Each record is to be given again precisely as written.
━━━━━ Data provided ━━━━━
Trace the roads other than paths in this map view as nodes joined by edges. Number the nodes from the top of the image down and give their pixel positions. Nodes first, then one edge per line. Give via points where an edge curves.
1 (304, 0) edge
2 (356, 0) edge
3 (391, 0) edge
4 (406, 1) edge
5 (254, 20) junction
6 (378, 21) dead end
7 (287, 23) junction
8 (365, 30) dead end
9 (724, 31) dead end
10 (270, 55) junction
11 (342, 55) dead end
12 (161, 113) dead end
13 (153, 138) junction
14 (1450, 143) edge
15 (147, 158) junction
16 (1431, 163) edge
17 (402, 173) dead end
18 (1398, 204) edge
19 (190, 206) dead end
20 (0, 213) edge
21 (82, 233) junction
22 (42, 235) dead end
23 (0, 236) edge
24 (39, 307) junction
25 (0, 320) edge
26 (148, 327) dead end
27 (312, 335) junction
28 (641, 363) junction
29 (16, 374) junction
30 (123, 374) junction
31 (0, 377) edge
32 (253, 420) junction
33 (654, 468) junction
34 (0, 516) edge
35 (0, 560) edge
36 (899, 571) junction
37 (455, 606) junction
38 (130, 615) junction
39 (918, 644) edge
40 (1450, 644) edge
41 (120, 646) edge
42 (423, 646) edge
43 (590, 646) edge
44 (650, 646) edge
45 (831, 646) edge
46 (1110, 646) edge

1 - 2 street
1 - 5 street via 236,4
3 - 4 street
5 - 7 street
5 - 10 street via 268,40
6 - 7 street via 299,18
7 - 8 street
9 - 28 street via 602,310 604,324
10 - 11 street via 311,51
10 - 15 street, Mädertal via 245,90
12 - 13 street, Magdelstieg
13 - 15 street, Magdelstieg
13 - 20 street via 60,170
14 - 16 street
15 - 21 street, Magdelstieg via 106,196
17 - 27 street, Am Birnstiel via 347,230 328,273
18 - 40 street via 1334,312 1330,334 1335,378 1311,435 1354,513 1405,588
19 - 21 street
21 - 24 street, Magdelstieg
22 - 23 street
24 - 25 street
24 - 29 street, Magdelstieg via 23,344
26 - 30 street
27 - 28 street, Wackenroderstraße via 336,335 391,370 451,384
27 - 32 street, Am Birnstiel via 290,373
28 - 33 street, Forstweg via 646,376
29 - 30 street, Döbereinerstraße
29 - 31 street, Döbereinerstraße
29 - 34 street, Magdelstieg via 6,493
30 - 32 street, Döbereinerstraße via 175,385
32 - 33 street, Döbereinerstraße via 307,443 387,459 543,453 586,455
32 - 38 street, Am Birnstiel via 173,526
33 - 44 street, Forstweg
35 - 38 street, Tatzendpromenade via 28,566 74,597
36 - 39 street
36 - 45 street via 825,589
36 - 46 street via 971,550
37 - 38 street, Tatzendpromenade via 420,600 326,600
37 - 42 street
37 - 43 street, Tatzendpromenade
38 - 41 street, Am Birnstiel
━━━━━
### Answer for this exercise:
Trace the roads other than paths in this map view as nodes joined by edges. Number the nodes from the top of the image down and give their pixel positions. Nodes first, then one edge per line. Give via points where an edge curves.
1 (304, 0) edge
2 (356, 0) edge
3 (391, 0) edge
4 (406, 1) edge
5 (254, 20) junction
6 (378, 21) dead end
7 (287, 23) junction
8 (365, 30) dead end
9 (724, 31) dead end
10 (270, 55) junction
11 (342, 55) dead end
12 (161, 113) dead end
13 (153, 138) junction
14 (1450, 143) edge
15 (147, 158) junction
16 (1431, 163) edge
17 (402, 173) dead end
18 (1398, 204) edge
19 (190, 206) dead end
20 (0, 213) edge
21 (82, 233) junction
22 (42, 235) dead end
23 (0, 236) edge
24 (39, 307) junction
25 (0, 320) edge
26 (148, 327) dead end
27 (312, 335) junction
28 (641, 363) junction
29 (16, 374) junction
30 (123, 374) junction
31 (0, 377) edge
32 (253, 420) junction
33 (654, 468) junction
34 (0, 516) edge
35 (0, 560) edge
36 (899, 571) junction
37 (455, 606) junction
38 (130, 615) junction
39 (918, 644) edge
40 (1450, 644) edge
41 (120, 646) edge
42 (423, 646) edge
43 (590, 646) edge
44 (650, 646) edge
45 (831, 646) edge
46 (1110, 646) edge

1 - 2 street
1 - 5 street via 236,4
3 - 4 street
5 - 7 street
5 - 10 street via 268,40
6 - 7 street via 299,18
7 - 8 street
9 - 28 street via 602,310 604,324
10 - 11 street via 311,51
10 - 15 street, Mädertal via 245,90
12 - 13 street, Magdelstieg
13 - 15 street, Magdelstieg
13 - 20 street via 60,170
14 - 16 street
15 - 21 street, Magdelstieg via 106,196
17 - 27 street, Am Birnstiel via 347,230 328,273
18 - 40 street via 1334,312 1330,334 1335,378 1311,435 1354,513 1405,588
19 - 21 street
21 - 24 street, Magdelstieg
22 - 23 street
24 - 25 street
24 - 29 street, Magdelstieg via 23,344
26 - 30 street
27 - 28 street, Wackenroderstraße via 336,335 391,370 451,384
27 - 32 street, Am Birnstiel via 290,373
28 - 33 street, Forstweg via 646,376
29 - 30 street, Döbereinerstraße
29 - 31 street, Döbereinerstraße
29 - 34 street, Magdelstieg via 6,493
30 - 32 street, Döbereinerstraße via 175,385
32 - 33 street, Döbereinerstraße via 307,443 387,459 543,453 586,455
32 - 38 street, Am Birnstiel via 173,526
33 - 44 street, Forstweg
35 - 38 street, Tatzendpromenade via 28,566 74,597
36 - 39 street
36 - 45 street via 825,589
36 - 46 street via 971,550
37 - 38 street, Tatzendpromenade via 420,600 326,600
37 - 42 street
37 - 43 street, Tatzendpromenade
38 - 41 street, Am Birnstiel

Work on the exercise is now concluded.